Счетчики







Лечиться в Израиле

«Если здесь вылечат моего ребенка, я готов остаться и всю свою жизнь мыть тротуары в этой стране».
«Мы не будем больше присылать к вам в Израиль наших детей – они у вас мрут!»
«Пожалуйста, помогите нам найти еще деньги – контракт на лечение кончается, а мы ни за что не хотим возвращаться долечиваться в Россию.»
«Надоело подкармливать израильскую медицину нашими российскими деньгами!»
«Мой ребенок умер, но я никогда не забуду, сколько доброго вы сделали для нас. Спасибо вам.»
«Ваши «русские» врачи в Израиле еще так-сяк, а те, кто там учились, вообще ничего делать не умеют, кроме обрезания!»

И так далее - без конца.
Что ж, я поеду в больницу, поговорю с пациентами, поговорю с врачами. И напишу.

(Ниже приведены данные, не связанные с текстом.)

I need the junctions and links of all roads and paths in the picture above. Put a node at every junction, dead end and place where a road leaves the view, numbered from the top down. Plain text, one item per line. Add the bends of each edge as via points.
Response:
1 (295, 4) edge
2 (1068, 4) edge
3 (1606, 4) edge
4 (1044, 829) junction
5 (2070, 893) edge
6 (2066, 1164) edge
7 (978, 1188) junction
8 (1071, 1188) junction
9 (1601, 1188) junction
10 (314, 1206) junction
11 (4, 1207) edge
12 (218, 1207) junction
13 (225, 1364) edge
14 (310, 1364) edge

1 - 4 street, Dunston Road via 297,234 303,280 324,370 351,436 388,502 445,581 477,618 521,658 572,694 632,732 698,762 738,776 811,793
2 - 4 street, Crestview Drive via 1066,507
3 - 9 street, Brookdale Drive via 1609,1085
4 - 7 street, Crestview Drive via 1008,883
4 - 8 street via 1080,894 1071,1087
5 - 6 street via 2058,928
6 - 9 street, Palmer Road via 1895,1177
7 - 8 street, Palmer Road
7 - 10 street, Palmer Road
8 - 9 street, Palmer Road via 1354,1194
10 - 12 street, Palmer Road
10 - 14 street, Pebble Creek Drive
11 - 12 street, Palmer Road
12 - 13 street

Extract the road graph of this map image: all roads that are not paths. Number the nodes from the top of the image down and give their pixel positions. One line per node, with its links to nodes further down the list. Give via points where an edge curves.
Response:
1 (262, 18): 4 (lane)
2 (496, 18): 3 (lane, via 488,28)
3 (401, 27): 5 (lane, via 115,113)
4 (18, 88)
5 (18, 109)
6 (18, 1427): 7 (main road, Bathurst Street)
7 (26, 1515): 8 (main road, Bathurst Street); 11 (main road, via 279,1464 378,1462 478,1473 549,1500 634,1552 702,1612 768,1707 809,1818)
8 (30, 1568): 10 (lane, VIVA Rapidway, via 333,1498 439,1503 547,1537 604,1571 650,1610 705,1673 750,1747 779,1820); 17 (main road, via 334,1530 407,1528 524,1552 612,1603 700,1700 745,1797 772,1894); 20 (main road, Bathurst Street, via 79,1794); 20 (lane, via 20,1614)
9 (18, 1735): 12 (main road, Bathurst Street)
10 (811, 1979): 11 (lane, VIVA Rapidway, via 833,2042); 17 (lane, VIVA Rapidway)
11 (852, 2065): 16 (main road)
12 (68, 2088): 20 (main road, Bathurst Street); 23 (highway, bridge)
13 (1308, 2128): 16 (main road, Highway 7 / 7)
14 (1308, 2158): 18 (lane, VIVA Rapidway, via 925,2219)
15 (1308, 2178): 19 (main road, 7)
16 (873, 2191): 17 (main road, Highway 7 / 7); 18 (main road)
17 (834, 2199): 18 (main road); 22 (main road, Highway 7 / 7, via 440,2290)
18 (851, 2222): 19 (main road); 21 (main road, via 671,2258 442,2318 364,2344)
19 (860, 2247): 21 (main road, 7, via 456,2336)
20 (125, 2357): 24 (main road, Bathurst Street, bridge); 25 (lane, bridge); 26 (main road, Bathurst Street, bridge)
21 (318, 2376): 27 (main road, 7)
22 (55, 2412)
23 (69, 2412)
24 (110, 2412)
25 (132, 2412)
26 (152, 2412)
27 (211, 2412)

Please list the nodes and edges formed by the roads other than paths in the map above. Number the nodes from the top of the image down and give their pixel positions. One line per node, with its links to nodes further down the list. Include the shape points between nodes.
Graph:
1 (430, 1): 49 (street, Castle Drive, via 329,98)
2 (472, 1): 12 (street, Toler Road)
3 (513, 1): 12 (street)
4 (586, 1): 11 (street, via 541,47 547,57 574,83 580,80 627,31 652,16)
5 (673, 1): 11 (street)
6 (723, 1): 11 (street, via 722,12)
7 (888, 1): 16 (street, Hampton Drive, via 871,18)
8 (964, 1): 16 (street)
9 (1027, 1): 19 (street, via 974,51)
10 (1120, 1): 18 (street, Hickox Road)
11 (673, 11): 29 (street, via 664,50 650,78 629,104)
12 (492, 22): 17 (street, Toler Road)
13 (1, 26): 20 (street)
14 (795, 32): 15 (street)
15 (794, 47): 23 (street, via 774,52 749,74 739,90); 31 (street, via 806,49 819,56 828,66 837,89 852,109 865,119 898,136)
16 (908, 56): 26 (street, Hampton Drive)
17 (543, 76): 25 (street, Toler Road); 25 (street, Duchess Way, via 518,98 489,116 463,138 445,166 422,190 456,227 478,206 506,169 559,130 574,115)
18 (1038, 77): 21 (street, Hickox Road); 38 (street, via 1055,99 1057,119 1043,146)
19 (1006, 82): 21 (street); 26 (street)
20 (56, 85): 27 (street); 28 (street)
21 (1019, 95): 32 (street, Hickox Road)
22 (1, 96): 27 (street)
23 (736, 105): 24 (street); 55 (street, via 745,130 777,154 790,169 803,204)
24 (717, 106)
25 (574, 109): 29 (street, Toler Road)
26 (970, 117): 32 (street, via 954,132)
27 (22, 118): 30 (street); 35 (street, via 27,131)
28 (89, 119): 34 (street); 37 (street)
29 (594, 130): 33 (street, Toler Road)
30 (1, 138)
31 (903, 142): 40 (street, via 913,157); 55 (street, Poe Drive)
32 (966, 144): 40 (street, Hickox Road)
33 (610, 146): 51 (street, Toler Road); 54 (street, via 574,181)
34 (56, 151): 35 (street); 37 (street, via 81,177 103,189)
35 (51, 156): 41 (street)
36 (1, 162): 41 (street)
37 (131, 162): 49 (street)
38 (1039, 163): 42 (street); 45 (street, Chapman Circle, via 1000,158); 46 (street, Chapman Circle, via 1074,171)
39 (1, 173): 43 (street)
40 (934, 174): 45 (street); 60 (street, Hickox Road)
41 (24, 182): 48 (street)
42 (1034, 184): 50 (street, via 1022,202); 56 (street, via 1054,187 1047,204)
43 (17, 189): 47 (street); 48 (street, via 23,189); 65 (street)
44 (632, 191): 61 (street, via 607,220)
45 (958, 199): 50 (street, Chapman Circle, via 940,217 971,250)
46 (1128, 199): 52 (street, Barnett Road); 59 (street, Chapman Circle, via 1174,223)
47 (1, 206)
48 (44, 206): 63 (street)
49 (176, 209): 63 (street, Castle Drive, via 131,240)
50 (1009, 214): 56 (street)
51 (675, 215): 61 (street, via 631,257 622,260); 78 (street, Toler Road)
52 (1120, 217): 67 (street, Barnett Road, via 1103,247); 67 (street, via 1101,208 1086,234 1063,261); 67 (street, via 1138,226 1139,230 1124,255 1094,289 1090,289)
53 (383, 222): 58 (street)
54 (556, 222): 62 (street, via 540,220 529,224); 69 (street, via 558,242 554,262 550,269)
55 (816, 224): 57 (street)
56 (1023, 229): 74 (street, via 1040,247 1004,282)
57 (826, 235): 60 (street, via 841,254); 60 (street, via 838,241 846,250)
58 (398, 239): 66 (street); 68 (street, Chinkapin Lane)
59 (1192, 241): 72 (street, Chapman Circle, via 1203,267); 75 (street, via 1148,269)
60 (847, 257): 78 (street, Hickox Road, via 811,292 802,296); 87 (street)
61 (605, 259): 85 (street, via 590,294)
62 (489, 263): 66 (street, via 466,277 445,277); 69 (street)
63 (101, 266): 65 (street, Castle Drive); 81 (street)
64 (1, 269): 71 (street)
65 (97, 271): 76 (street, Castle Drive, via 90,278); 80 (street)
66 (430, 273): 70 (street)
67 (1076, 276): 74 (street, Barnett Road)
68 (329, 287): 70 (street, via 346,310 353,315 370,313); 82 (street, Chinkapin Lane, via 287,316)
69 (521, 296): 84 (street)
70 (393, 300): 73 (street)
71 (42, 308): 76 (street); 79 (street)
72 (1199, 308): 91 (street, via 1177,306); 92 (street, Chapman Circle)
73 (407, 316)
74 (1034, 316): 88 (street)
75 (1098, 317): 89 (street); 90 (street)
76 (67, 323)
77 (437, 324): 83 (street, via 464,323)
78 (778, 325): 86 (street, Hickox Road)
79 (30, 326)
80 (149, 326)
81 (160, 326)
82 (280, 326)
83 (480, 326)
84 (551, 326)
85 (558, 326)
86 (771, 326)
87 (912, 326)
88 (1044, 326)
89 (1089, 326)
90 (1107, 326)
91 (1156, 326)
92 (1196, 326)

Диму я встретила в коридоре отделения трансплантации костного мозга. На вид ему лет 8-9, ходит с мамой за руку, потому что есть сложности с передвижением - болезнь "поймали" в той стадии, когда на неврологическом уровне уже были проблемы, к счастью, в относительно ранней стадии. Димка смущается от моей попытки с ним поговорить, но одними глазами - улыбается, губы под маской. Он в Израиле второй год.

Ваня, как и следовало ожидать от 12-летнего парня, сидит за компьютером. Бледный и спокойный мальчик - он госпитализирован более полугода назад, недавно начал выходить на улицу, планируется выписка. Много читает, просит привезти ему книги и учебники для 5 класса. А пока вместе с приходящими добровольцами делает всякие бусы-фенечки для мамы и рисует. Рисует, на мой непрофессиональный взгляд, очень хорошо, и скромничает, а мы не можем поверить, что море и чайки на стене - его работа. Годичный контракт на лечение Вани заканчивается через три месяца, есть еще немало проблем со здоровьем, но пересадка, точнее две, уже позади, и Ваня улыбается: "Мне не улыбаться нельзя".

Валералежит безучастно, на приветствие не откликается, голову отворачивает. "Он больше не может говорить. И ходить не может" - сказала нам мама. Болезнь Валеры прогрессировала очень быстро, две пересадки были сделаны, но нервной системе уже нанесен значительный урон. В октябре мальчику будет семь, родители очень надеются, что Валера выживет, потому что старшего ребенка от этой же болезни они три года назад потеряли.

А вот Андрей, НАШ Андрюшка, к которому многие успели привязаться, свой третий день рождения уже не отметит, он вернулся в Россию полтора месяца назад и несколько дней назад умер. Шансов изначально было очень мало - острый лимфобластный лейкоз в агрессивной форме, две пересадки костного мозга, поражение внутренних органов и тканей: Но если есть хоть какой-то шанс, не использовать его нельзя, так сочли и родители мальчика и израильские врачи. Именно после этой смерти я услышала обвинения, перечисленные в начале статьи, и в очередной раз отправилась в больницу.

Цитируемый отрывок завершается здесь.